The LRAD is a megaphone device used by police that can emit sounds up to 137 decibels. (Photo by Shay Horse/NurPhoto/Getty Images)

A federal judge ruled Wednesday, May 31, that a lawsuit challenging the New York Police Department’s use of military-grade sound cannons at a Black Lives Matter protest can go forward, as “sound can be used as a force.”

In his decision, U.S. District Judge Robert Sweet ruled that demonstrators who claimed to have suffered hearing loss, ringing in the ears, migraines and/or other injuries after police used a Long Range Acoustic Device, aka LRAD, to disperse the crowd had the right to seek damages, Reuters reported. The incident occurred at a Dec. 5, 2014, protest in Manhattan following a grand jury’s decision not to indict the NYPD officer who killed Staten Island man Eric Garner.

The plaintiffs in the case, which include two photojournalists, three demonstrators and a videographer, criticized officers’ use of the sound weapon, as video footage showed police aiming the device at protesters from just 10 feet away.

Their lawsuit notes that LRAD is marketed as a crowd-control device to law enforcement and can emit sounds up to 137 decibels — louder than a chain saw. Moreover, manufacturers of the device say the LRAD can cause permanent hearing damage and loss of balance.
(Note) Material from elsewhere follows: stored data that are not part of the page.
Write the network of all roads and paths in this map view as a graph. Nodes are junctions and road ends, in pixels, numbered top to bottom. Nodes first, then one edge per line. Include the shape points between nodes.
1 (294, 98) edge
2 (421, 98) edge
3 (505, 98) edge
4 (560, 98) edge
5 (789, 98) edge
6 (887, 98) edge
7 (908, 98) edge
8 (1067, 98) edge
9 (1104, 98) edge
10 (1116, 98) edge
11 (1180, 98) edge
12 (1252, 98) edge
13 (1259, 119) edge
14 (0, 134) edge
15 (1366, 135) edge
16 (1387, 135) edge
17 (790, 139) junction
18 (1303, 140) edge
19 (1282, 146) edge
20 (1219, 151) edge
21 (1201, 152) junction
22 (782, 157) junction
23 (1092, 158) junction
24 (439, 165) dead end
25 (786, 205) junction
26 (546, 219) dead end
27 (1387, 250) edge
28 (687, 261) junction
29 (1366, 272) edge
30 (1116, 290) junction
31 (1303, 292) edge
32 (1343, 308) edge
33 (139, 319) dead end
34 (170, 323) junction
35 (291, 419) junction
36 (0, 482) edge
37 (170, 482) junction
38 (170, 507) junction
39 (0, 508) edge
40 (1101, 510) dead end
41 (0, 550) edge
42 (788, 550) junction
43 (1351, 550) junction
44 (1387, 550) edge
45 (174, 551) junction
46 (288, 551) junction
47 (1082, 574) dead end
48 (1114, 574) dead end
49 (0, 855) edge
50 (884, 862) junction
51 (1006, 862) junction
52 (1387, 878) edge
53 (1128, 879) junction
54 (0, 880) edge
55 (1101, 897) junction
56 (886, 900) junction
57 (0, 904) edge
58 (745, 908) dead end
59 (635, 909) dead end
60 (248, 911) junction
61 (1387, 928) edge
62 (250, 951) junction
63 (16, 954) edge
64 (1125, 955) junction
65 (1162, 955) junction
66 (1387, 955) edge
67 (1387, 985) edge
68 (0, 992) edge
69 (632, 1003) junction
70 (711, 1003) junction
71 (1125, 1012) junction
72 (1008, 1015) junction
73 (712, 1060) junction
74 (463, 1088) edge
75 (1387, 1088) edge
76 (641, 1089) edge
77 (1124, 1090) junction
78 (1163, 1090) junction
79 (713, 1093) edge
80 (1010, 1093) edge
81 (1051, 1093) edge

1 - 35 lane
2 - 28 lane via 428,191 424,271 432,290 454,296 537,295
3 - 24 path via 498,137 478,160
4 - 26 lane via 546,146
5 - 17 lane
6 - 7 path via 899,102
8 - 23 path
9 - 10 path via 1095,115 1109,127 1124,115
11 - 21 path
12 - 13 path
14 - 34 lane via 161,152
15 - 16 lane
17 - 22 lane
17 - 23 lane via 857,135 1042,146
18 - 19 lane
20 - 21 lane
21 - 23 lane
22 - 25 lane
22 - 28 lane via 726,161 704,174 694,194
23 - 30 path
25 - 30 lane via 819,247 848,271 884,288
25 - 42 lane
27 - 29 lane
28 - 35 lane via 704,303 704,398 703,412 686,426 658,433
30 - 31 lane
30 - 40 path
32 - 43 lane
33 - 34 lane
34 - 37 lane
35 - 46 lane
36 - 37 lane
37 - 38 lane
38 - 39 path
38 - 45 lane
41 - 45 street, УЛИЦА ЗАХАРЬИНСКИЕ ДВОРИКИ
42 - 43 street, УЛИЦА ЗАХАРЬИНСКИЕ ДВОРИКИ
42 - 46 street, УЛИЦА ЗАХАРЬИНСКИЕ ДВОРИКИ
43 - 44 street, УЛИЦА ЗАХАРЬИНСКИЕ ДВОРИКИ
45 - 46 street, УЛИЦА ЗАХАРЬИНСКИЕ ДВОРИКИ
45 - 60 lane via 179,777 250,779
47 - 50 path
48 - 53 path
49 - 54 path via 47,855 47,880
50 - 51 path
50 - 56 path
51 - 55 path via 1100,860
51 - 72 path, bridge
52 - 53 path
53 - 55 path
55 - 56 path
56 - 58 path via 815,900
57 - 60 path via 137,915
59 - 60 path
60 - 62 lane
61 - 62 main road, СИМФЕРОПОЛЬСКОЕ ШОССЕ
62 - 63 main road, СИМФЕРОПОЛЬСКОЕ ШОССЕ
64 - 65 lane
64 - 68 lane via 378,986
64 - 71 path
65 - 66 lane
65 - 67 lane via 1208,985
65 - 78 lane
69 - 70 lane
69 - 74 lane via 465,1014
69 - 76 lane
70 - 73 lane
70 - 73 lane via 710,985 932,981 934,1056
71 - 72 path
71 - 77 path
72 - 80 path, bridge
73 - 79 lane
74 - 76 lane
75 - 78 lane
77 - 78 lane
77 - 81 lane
“The protest involved large numbers of people and, so it’s understandable that the officers would want to increase the volume of their message to reach the largest number,” Sweet wrote. “However, the allegations and video make the protest appear broadly in control, even when glass bottles were thrown from the crowd toward the police,” making it “reasonably plausible” that use of the LRAD was unnecessary.

“This is force, and the kind which could be used excessively,” the judge continued.

Despite the allegations, the city tried to have the case dismissed, in part, on the basis that “the LRAD is not an instrumentality of force, but a communication device,” the Gothamist reported. The city also argued that police creation of a sound that the plaintiffs happened to hear cannot be considered physical contact.

Nicholas Paolucci, a spokesman for the city’s law department, went so far as to describe the megaphone device as “an effective and safe communication tool.” Attorney for the plaintiffs, Gideon Oliver, disagreed, however, saying he hoped the NYPD would update its policies to reflect the fact that LRADs are “potentially deadly crowd control tools, requiring training and supervision to use safely.”

Now that the judge has dismissed the city’s request to dismiss the case, The Gothamist reported that the NYPD must turn over even more information about its policies, and the events that took place the night of the demonstration. Officers would also have to be made available for interviews in the case.

The city could opt to settle the suit, but Paoluccui said its still considering its next steps.